The only thing we don’t know at this point is where the arsenic was coming from. A search of her home didn’t find any, but it was speculated that she got it from small bottles of a little something called Anti-ant. As the name implies, it was a concoction of chemicals that was intended to be used to get rid of ants. However, one of the main ingredients was arsenic, so it could be used for other methods. Blanche insisted she had never bought this , but a store owner testified that she had asked if he had any. He didn’t and according to Dwight, she sent him to find it for her. Fun fact: It is generally the southern female who kills with arsenic and it is the most commonly used poison.
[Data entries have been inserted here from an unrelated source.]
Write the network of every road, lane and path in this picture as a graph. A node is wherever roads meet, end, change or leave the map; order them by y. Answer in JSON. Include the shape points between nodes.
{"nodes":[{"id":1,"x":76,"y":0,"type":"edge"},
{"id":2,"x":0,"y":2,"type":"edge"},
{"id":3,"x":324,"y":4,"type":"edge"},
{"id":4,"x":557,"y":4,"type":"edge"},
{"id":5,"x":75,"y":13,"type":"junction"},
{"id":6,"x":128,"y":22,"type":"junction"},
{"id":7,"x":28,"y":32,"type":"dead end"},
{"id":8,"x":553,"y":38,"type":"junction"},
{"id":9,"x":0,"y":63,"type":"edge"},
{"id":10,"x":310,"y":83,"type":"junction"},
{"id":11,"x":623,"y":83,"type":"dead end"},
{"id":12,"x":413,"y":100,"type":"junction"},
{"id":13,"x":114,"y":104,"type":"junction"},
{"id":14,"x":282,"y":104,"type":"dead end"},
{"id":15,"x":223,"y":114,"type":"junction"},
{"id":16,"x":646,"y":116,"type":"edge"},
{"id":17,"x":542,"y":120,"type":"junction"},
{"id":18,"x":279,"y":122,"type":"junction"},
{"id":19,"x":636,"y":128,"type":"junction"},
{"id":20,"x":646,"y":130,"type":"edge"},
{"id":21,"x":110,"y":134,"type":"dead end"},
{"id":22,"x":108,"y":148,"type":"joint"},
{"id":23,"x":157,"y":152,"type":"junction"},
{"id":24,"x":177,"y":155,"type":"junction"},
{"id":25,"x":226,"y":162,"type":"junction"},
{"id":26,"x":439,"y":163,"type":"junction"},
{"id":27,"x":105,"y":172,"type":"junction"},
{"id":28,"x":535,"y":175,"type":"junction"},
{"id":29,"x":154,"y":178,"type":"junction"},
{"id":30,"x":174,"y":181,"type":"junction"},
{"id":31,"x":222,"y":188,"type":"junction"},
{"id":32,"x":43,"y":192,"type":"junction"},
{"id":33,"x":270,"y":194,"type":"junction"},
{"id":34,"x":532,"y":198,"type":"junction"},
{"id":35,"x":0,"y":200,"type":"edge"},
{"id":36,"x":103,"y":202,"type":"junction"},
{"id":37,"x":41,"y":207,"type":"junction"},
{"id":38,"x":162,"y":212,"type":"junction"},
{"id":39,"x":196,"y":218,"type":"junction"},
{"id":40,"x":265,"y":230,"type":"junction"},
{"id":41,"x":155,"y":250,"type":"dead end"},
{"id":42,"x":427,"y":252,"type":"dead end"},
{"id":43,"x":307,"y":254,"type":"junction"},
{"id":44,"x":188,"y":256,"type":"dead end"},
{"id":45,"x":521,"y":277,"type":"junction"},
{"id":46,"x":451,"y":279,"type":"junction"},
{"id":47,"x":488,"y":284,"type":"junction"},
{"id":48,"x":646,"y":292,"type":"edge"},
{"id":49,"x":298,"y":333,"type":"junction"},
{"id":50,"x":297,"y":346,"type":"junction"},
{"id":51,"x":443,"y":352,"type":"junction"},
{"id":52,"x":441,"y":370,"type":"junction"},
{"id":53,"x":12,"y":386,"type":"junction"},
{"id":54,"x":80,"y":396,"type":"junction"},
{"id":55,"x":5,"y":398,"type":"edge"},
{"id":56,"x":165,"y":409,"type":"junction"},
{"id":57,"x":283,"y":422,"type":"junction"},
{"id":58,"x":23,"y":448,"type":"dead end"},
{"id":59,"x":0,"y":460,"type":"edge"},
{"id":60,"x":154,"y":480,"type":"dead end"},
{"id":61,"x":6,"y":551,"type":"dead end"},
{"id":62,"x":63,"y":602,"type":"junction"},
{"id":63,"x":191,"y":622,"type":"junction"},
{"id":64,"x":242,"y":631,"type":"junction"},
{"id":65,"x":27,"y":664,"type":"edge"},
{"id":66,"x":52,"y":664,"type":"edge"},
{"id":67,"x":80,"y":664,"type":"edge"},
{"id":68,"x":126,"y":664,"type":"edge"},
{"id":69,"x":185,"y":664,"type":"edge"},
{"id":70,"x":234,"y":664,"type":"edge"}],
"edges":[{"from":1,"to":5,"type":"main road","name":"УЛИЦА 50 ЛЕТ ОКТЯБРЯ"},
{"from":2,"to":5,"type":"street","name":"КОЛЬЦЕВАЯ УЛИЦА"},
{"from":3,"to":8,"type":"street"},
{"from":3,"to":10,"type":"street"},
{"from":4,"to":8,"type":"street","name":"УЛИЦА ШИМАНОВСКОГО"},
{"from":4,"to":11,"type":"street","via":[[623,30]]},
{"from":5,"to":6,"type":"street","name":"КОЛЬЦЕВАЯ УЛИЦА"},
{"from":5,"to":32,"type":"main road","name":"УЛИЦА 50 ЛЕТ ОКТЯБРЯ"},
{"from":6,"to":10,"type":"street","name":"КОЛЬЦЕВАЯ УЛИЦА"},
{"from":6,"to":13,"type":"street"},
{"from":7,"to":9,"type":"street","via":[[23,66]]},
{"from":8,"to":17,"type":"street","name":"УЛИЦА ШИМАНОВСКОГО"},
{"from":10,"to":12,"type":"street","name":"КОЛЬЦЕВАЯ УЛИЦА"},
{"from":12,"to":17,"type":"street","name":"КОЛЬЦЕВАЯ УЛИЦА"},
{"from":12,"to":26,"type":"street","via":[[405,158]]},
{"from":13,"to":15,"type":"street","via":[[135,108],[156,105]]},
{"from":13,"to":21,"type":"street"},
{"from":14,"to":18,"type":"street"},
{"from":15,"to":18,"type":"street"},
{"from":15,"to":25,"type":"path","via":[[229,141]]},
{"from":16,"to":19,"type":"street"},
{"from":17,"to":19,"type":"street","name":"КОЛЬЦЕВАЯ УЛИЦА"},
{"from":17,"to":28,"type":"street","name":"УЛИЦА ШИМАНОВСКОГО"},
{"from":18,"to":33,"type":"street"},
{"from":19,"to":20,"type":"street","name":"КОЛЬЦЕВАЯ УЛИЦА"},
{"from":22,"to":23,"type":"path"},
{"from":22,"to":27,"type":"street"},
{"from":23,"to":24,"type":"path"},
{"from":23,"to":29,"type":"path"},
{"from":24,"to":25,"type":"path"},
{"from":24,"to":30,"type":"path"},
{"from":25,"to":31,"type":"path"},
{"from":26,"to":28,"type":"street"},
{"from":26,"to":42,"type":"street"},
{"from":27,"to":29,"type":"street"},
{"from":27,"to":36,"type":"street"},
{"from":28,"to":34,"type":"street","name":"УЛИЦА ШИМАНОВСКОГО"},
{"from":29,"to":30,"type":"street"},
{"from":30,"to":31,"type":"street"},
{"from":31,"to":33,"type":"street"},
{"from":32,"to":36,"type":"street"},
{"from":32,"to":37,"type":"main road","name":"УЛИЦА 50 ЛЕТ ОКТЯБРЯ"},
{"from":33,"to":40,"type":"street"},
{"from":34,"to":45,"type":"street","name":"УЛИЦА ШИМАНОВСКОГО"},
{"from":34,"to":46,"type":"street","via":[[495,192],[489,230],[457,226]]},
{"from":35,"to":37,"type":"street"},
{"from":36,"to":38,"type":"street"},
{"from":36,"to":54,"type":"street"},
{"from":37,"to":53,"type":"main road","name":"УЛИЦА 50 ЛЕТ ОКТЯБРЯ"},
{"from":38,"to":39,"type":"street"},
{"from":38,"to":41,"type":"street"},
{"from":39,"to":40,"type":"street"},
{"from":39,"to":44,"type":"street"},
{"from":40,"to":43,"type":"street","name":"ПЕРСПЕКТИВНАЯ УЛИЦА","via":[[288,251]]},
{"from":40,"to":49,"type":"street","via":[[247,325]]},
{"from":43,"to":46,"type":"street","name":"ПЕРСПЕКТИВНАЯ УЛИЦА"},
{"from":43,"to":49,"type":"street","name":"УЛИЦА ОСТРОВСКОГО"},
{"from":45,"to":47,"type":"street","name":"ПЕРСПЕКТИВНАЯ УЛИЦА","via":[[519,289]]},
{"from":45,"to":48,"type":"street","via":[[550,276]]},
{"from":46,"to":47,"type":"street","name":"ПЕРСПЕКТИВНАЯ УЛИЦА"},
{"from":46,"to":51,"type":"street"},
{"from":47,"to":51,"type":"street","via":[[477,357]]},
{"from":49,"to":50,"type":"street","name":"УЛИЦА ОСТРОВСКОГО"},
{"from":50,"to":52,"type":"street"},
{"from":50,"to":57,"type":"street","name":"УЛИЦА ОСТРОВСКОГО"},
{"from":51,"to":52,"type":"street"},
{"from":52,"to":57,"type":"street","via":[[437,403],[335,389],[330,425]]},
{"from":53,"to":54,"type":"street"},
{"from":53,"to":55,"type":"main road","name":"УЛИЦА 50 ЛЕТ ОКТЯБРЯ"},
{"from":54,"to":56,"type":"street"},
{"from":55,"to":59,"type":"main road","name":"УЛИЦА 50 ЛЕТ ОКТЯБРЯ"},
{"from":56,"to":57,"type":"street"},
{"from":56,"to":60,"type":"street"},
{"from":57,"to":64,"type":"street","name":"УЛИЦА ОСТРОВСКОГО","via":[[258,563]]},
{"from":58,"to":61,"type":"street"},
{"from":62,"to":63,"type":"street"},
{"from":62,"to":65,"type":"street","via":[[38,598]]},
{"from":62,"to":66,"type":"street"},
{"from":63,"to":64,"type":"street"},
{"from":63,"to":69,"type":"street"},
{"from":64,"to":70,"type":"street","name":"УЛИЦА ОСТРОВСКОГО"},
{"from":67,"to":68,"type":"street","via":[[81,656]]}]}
Because of this, arsenic has caught the public imagination and been used in all sorts of media as a method of murder.

Blanche Taylor Moore’s current prison mugshot.
NC Department of Corrections
It only took the jury 6 hours to deliberate and find her guilty. It took only another 4 hours for them to sentence her to death. Since then, she has appealed multiple times and has tried to commute her sentence to life in prison. As of now, there is an unofficial moratorium on executions in North Carolina, so she is still serving out her time. She currently resides at the North Carolina Correctional Institution for Women.
She is prisoner # 0288088.
Because I know you’re wondering what happened with Dwight – he was able to recover and as I mentioned, he testified against Blanche at her trial. Two weeks after her conviction, he filed for divorce. He remarried and moved on with his life. In an interview with WXII 12 news network in NC, in 2010, Dwight said he had no objections to his ex-wife seeking to have her death sentence overturned, has no desire to see her executed, and has no problems with her serving out her remaining days in the most humane way possible. When asked about her claims of innocence, he said he had no doubts about her guilt & just chuckled. He did admit that he still suffered from lingering tremors in his hands & weakness in his legs from the arsenic poisoning. The Reverend Dwight William Moore passed away on January 11th, 2013 of natural causes. He was 78.